3. Everything works better when both sides prepare.
Both patients and providers can get the most out of a video visit if they first take a few simple steps, the experts said.
Find a quiet place without distractions. Turn off the TV. Have a family member present if you want a second set of ears, but choose a private setting if you don’t.
“You will not believe the circumstances where people Zoom in to me,” said Anderson.
Some are in their cars, “maybe because that’s the best place where they get internet service,” or they’re in their pajamas, just finishing breakfast.
“There’s a whole lack of preparation and seriousness that occurs,” he said.
Have a list of medications you’re taking and write down the problem or symptoms you wish to discuss, as well as specific questions you have, to make the most out of the time available, advised Stewart.
Providers, too, need to take steps.
Anderson said they should read patients’ medical records ahead of time and focus because there are fewer cues to a patient’s concerns over video than in person.
Physicians “have to be doubly vigilant,” Anderson said, pay attention to all their suspicions and be extra thorough because “it would be much easier to miss something important.”
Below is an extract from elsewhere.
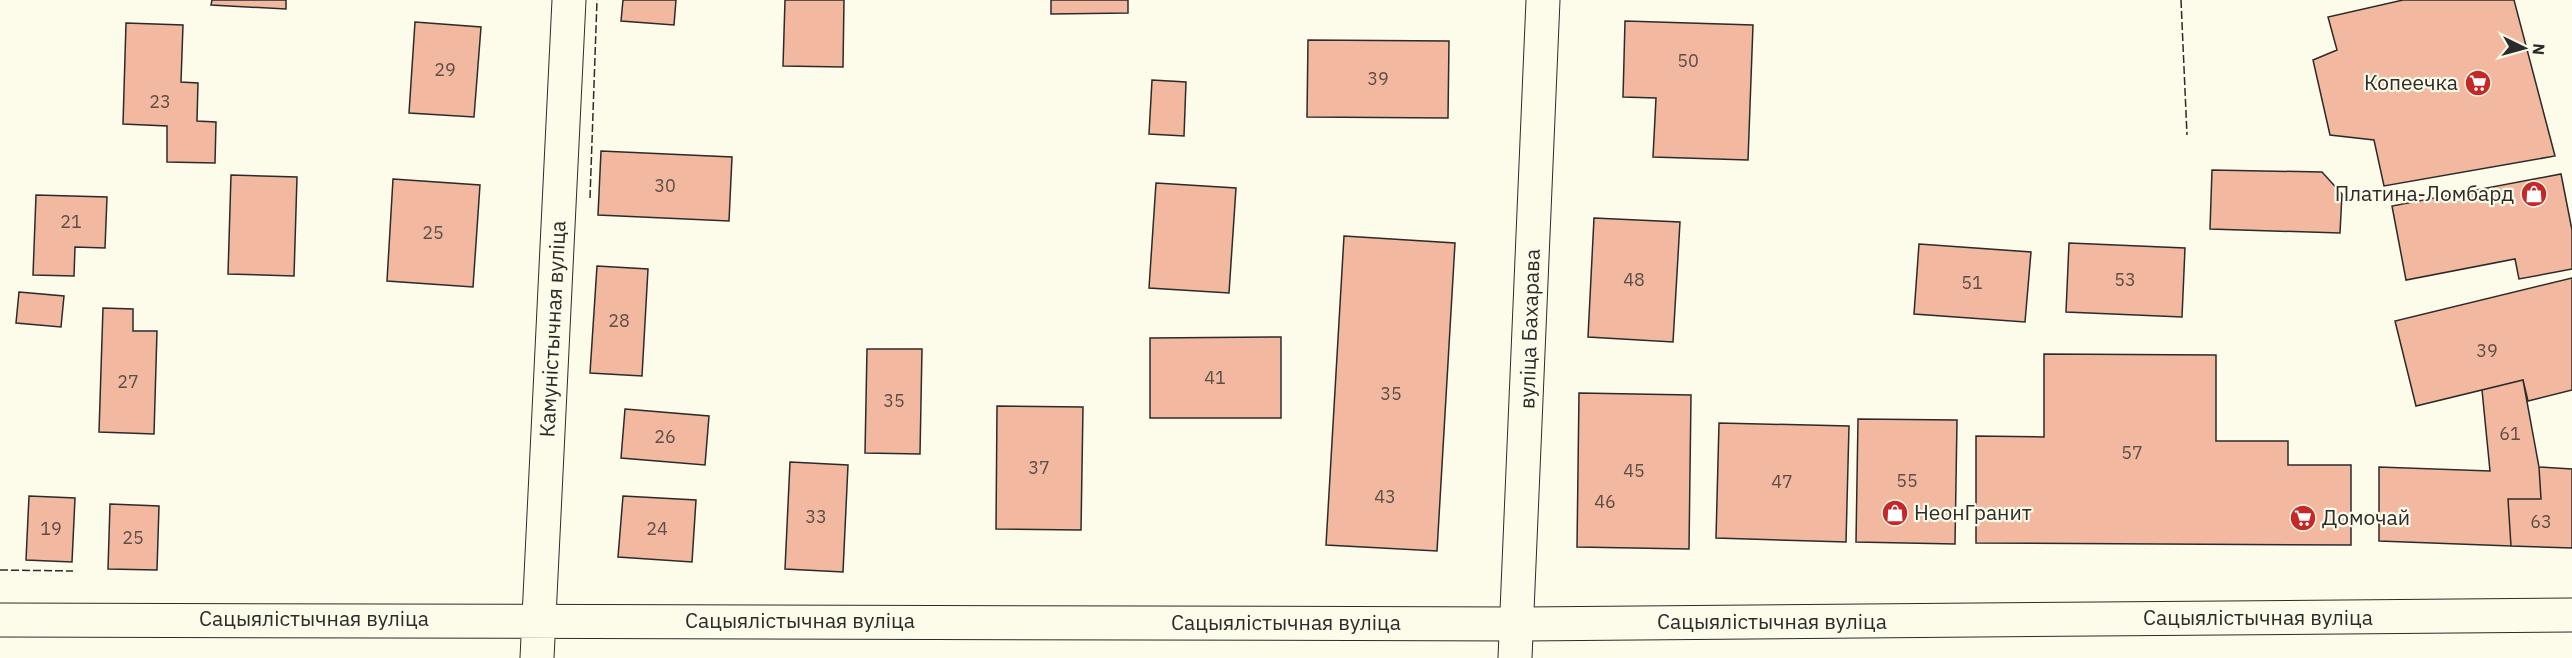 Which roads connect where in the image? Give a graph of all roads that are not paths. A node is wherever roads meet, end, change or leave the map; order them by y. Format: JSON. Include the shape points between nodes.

4. What might happen next?
Some advocates say insurers should make sure that their reimbursement policies don’t favor one type of visit over another and that no patient feels pressured into a televisit.
During the COVID-19 emergency, Congress and the agency that oversees Medicare temporarily made it easier for beneficiaries to use telehealth — for instance, by removing geographic restrictions and allowing audio-only visits in some circumstances. Medicare also began reimbursing providers equally for telehealth and in-person care.
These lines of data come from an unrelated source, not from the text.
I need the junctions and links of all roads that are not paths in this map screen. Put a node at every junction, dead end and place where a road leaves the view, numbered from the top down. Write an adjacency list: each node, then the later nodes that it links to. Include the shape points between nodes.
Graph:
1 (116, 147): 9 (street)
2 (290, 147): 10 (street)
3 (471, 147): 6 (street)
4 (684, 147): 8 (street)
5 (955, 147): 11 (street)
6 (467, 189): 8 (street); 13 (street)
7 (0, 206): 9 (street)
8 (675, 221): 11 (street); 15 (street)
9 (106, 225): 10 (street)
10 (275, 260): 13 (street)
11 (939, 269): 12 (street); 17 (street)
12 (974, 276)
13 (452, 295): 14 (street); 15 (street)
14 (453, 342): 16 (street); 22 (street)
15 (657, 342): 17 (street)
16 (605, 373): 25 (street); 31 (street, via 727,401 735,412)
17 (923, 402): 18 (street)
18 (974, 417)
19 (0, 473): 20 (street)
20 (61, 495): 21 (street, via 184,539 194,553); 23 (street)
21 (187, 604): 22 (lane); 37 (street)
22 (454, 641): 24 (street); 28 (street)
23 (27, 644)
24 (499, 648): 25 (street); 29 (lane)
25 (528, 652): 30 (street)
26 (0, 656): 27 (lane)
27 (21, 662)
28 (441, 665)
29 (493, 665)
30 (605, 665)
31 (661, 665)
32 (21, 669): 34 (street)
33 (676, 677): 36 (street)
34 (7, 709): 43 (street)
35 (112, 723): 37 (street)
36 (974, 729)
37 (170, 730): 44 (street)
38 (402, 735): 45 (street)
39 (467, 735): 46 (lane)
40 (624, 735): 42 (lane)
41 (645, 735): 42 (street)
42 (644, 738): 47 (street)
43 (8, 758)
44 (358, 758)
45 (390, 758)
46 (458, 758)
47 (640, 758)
Many private insurers followed Medicare’s lead; some also voluntarily waived cost-sharing requirements for telehealth patients.
Many expect Medicare Advantage plans to keep covering televisits once the emergency is officially over, and traditional Medicare could follow suit. The Medicare Payment Advisory Commission, a nonpartisan agency that advises Congress, has recommended temporarily continuing to cover some services while the agency gathers data about a wide range of effects, including concerns that telehealth raises spending and the advantages it may offer.
That data is important, said Fred Riccardi, president of the Medicare Rights Center. The expansion has helped many Medicare beneficiaries, he added, but “has left some communities behind,” including the oldest adults, those with disabilities and those in areas with spotty internet service. And future policies should ensure that patients who prefer in-person visits can continue them, he said.
Anderson, the cardiologist, agreed that televisits “have a wonderful place” in the range of options, but he warned against cost-saving measures by insurers that might require patients to have a video visit before being granted coverage for an office visit.
“I would see that as an unfortunate delay in care,” he said.